# YOUR OBJECTIVE:
Where the line containing "Turn the roads" appears, end the copy there, keeping that line; start from the first line of the entries, copy exactly, and omit pictures.

== DATA EXTRACT ==

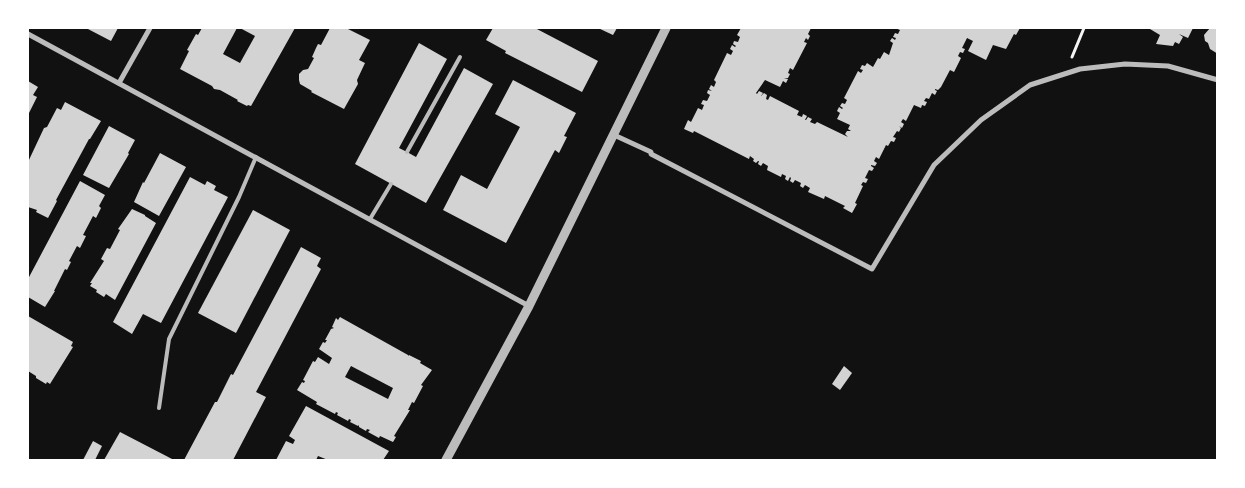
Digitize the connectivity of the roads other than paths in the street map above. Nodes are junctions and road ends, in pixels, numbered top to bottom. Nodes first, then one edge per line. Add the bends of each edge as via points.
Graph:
1 (150, 28) edge
2 (666, 28) edge
3 (28, 34) edge
4 (460, 57) dead end
5 (1218, 80) edge
6 (120, 83) junction
7 (614, 135) junction
8 (406, 152) dead end
9 (256, 157) junction
10 (390, 184) dead end
11 (370, 219) junction
12 (529, 306) junction
13 (159, 408) dead end
14 (446, 460) edge

1 - 6 street
2 - 7 street
3 - 6 street
4 - 8 lane
5 - 7 street via 1168,66 1124,64 1080,69 1030,85 981,120 934,165 872,268
6 - 9 street
7 - 12 street
9 - 11 street
9 - 13 lane via 168,339
10 - 11 lane
11 - 12 street
12 - 14 street

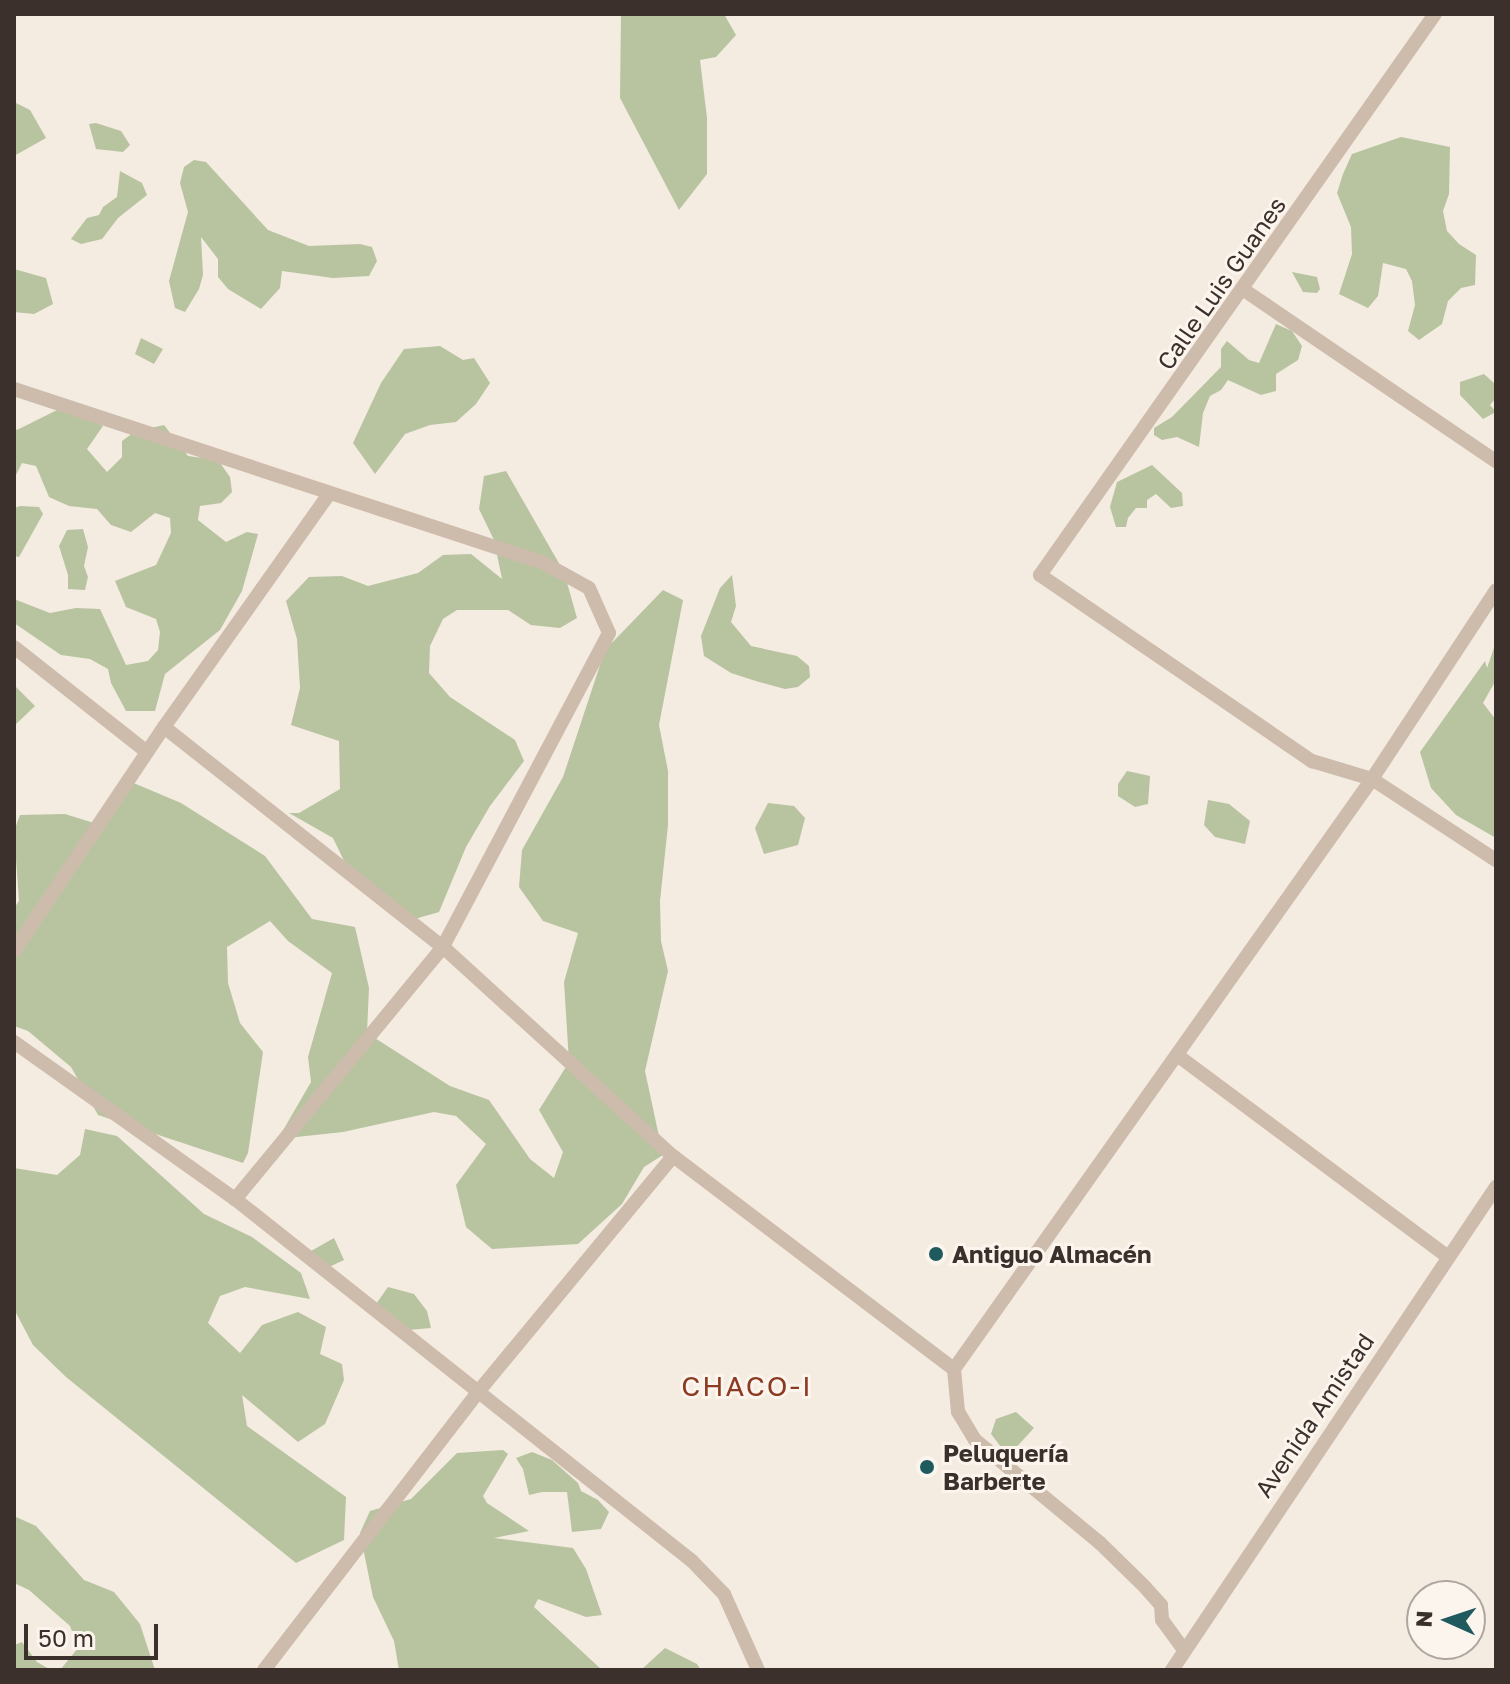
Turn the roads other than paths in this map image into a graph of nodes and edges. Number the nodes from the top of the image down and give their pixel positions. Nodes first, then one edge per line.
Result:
1 (1435, 14) edge
2 (1244, 290) junction
3 (14, 389) edge
4 (1496, 461) edge
5 (329, 494) junction
6 (1496, 590) edge
7 (14, 647) edge
8 (164, 727) junction
9 (147, 752) junction
10 (1372, 779) junction
11 (1496, 860) edge
12 (443, 947) junction
13 (14, 951) edge
14 (14, 1042) edge
15 (1177, 1055) junction
16 (673, 1156) junction
17 (1496, 1187) edge
18 (235, 1199) junction
19 (1447, 1256) junction
20 (954, 1369) junction
21 (478, 1392) junction
22 (1184, 1650) junction
23 (264, 1670) edge
24 (758, 1670) edge
25 (1172, 1670) edge

1 - 2 street, Calle Luis Guanes
2 - 4 street
2 - 10 street, Calle Luis Guanes
3 - 5 street
5 - 8 street
5 - 12 street
6 - 10 street
7 - 9 street
8 - 9 street
8 - 12 street
9 - 13 street
10 - 11 street
10 - 15 street
12 - 16 street
12 - 18 street
14 - 18 street
15 - 19 street
15 - 20 street
16 - 20 street
16 - 21 street
17 - 19 street, Avenida Amistad
18 - 21 street
19 - 22 street, Avenida Amistad
20 - 22 street
21 - 23 street
21 - 24 street
22 - 25 street, Avenida Amistad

===

# SOLUTION BELOW:
Digitize the connectivity of the roads other than paths in the street map above. Nodes are junctions and road ends, in pixels, numbered top to bottom. Nodes first, then one edge per line. Add the bends of each edge as via points.
Graph:
1 (150, 28) edge
2 (666, 28) edge
3 (28, 34) edge
4 (460, 57) dead end
5 (1218, 80) edge
6 (120, 83) junction
7 (614, 135) junction
8 (406, 152) dead end
9 (256, 157) junction
10 (390, 184) dead end
11 (370, 219) junction
12 (529, 306) junction
13 (159, 408) dead end
14 (446, 460) edge

1 - 6 street
2 - 7 street
3 - 6 street
4 - 8 lane
5 - 7 street via 1168,66 1124,64 1080,69 1030,85 981,120 934,165 872,268
6 - 9 street
7 - 12 street
9 - 11 street
9 - 13 lane via 168,339
10 - 11 lane
11 - 12 street
12 - 14 street

Turn the roads other than paths in this map image into a graph of nodes and edges. Number the nodes from the top of the image down and give their pixel positions. Nodes first, then one edge per line.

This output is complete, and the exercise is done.